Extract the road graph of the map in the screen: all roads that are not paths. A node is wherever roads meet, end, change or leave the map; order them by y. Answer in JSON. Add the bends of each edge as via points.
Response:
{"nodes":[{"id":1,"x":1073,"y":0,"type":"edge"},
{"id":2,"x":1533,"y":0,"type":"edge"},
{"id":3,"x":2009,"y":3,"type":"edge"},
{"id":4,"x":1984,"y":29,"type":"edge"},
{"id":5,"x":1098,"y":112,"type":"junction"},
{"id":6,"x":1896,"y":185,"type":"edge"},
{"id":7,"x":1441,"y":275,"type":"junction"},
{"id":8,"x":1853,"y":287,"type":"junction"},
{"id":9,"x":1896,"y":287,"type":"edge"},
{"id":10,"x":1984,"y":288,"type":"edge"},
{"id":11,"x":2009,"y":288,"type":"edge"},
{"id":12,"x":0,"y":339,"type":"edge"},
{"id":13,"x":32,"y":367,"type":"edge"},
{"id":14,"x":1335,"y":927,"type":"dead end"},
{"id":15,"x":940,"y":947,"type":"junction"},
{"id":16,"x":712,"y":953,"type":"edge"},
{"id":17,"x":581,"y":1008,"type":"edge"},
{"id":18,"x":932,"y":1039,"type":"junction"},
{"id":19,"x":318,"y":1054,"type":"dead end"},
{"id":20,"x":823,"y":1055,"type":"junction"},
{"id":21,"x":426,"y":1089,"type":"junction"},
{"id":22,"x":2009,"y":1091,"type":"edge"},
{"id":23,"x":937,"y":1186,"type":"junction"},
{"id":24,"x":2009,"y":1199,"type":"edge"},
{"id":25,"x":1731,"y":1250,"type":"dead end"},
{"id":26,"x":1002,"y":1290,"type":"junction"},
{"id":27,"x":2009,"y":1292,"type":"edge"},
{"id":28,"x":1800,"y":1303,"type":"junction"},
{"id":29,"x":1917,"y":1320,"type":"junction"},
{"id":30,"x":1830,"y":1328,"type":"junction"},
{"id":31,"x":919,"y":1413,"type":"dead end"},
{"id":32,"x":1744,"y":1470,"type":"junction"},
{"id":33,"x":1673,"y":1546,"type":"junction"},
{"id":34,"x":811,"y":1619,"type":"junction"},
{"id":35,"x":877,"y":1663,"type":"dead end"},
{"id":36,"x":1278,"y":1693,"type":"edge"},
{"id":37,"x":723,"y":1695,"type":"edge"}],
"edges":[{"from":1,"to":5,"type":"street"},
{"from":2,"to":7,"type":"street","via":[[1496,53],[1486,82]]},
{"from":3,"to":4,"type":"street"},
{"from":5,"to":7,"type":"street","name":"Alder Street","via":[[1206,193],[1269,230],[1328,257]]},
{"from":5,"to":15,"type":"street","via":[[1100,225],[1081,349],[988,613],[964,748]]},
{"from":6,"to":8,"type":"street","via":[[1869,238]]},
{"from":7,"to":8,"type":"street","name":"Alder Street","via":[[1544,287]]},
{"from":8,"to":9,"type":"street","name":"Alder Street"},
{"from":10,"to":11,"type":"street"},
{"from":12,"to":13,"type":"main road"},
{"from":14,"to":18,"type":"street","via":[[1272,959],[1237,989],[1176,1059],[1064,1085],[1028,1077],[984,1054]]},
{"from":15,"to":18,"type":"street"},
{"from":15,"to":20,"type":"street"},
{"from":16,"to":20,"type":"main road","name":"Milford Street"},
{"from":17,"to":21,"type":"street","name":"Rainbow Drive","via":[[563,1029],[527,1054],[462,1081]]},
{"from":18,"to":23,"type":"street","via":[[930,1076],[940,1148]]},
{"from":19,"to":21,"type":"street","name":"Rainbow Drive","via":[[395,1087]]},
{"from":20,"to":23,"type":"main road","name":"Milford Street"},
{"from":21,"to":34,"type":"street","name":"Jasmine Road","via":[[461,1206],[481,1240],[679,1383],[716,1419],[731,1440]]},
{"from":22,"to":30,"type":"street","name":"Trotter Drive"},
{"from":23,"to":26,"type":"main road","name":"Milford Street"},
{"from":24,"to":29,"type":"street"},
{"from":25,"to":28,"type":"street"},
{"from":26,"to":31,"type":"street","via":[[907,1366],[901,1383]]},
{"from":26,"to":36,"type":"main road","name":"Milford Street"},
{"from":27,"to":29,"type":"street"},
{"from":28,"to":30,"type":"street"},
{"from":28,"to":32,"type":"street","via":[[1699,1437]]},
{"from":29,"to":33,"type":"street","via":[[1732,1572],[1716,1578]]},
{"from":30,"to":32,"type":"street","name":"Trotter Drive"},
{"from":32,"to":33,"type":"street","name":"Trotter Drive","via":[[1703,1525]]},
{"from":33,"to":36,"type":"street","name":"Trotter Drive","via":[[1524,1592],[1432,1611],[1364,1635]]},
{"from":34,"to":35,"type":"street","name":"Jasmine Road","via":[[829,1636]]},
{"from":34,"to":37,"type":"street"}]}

Task to carry out: Transcribe each of the records above exactly.

Solution:
Extract the road graph of the map in the screen: all roads that are not paths. A node is wherever roads meet, end, change or leave the map; order them by y. Answer in JSON. Add the bends of each edge as via points.
Response:
{"nodes":[{"id":1,"x":1073,"y":0,"type":"edge"},
{"id":2,"x":1533,"y":0,"type":"edge"},
{"id":3,"x":2009,"y":3,"type":"edge"},
{"id":4,"x":1984,"y":29,"type":"edge"},
{"id":5,"x":1098,"y":112,"type":"junction"},
{"id":6,"x":1896,"y":185,"type":"edge"},
{"id":7,"x":1441,"y":275,"type":"junction"},
{"id":8,"x":1853,"y":287,"type":"junction"},
{"id":9,"x":1896,"y":287,"type":"edge"},
{"id":10,"x":1984,"y":288,"type":"edge"},
{"id":11,"x":2009,"y":288,"type":"edge"},
{"id":12,"x":0,"y":339,"type":"edge"},
{"id":13,"x":32,"y":367,"type":"edge"},
{"id":14,"x":1335,"y":927,"type":"dead end"},
{"id":15,"x":940,"y":947,"type":"junction"},
{"id":16,"x":712,"y":953,"type":"edge"},
{"id":17,"x":581,"y":1008,"type":"edge"},
{"id":18,"x":932,"y":1039,"type":"junction"},
{"id":19,"x":318,"y":1054,"type":"dead end"},
{"id":20,"x":823,"y":1055,"type":"junction"},
{"id":21,"x":426,"y":1089,"type":"junction"},
{"id":22,"x":2009,"y":1091,"type":"edge"},
{"id":23,"x":937,"y":1186,"type":"junction"},
{"id":24,"x":2009,"y":1199,"type":"edge"},
{"id":25,"x":1731,"y":1250,"type":"dead end"},
{"id":26,"x":1002,"y":1290,"type":"junction"},
{"id":27,"x":2009,"y":1292,"type":"edge"},
{"id":28,"x":1800,"y":1303,"type":"junction"},
{"id":29,"x":1917,"y":1320,"type":"junction"},
{"id":30,"x":1830,"y":1328,"type":"junction"},
{"id":31,"x":919,"y":1413,"type":"dead end"},
{"id":32,"x":1744,"y":1470,"type":"junction"},
{"id":33,"x":1673,"y":1546,"type":"junction"},
{"id":34,"x":811,"y":1619,"type":"junction"},
{"id":35,"x":877,"y":1663,"type":"dead end"},
{"id":36,"x":1278,"y":1693,"type":"edge"},
{"id":37,"x":723,"y":1695,"type":"edge"}],
"edges":[{"from":1,"to":5,"type":"street"},
{"from":2,"to":7,"type":"street","via":[[1496,53],[1486,82]]},
{"from":3,"to":4,"type":"street"},
{"from":5,"to":7,"type":"street","name":"Alder Street","via":[[1206,193],[1269,230],[1328,257]]},
{"from":5,"to":15,"type":"street","via":[[1100,225],[1081,349],[988,613],[964,748]]},
{"from":6,"to":8,"type":"street","via":[[1869,238]]},
{"from":7,"to":8,"type":"street","name":"Alder Street","via":[[1544,287]]},
{"from":8,"to":9,"type":"street","name":"Alder Street"},
{"from":10,"to":11,"type":"street"},
{"from":12,"to":13,"type":"main road"},
{"from":14,"to":18,"type":"street","via":[[1272,959],[1237,989],[1176,1059],[1064,1085],[1028,1077],[984,1054]]},
{"from":15,"to":18,"type":"street"},
{"from":15,"to":20,"type":"street"},
{"from":16,"to":20,"type":"main road","name":"Milford Street"},
{"from":17,"to":21,"type":"street","name":"Rainbow Drive","via":[[563,1029],[527,1054],[462,1081]]},
{"from":18,"to":23,"type":"street","via":[[930,1076],[940,1148]]},
{"from":19,"to":21,"type":"street","name":"Rainbow Drive","via":[[395,1087]]},
{"from":20,"to":23,"type":"main road","name":"Milford Street"},
{"from":21,"to":34,"type":"street","name":"Jasmine Road","via":[[461,1206],[481,1240],[679,1383],[716,1419],[731,1440]]},
{"from":22,"to":30,"type":"street","name":"Trotter Drive"},
{"from":23,"to":26,"type":"main road","name":"Milford Street"},
{"from":24,"to":29,"type":"street"},
{"from":25,"to":28,"type":"street"},
{"from":26,"to":31,"type":"street","via":[[907,1366],[901,1383]]},
{"from":26,"to":36,"type":"main road","name":"Milford Street"},
{"from":27,"to":29,"type":"street"},
{"from":28,"to":30,"type":"street"},
{"from":28,"to":32,"type":"street","via":[[1699,1437]]},
{"from":29,"to":33,"type":"street","via":[[1732,1572],[1716,1578]]},
{"from":30,"to":32,"type":"street","name":"Trotter Drive"},
{"from":32,"to":33,"type":"street","name":"Trotter Drive","via":[[1703,1525]]},
{"from":33,"to":36,"type":"street","name":"Trotter Drive","via":[[1524,1592],[1432,1611],[1364,1635]]},
{"from":34,"to":35,"type":"street","name":"Jasmine Road","via":[[829,1636]]},
{"from":34,"to":37,"type":"street"}]}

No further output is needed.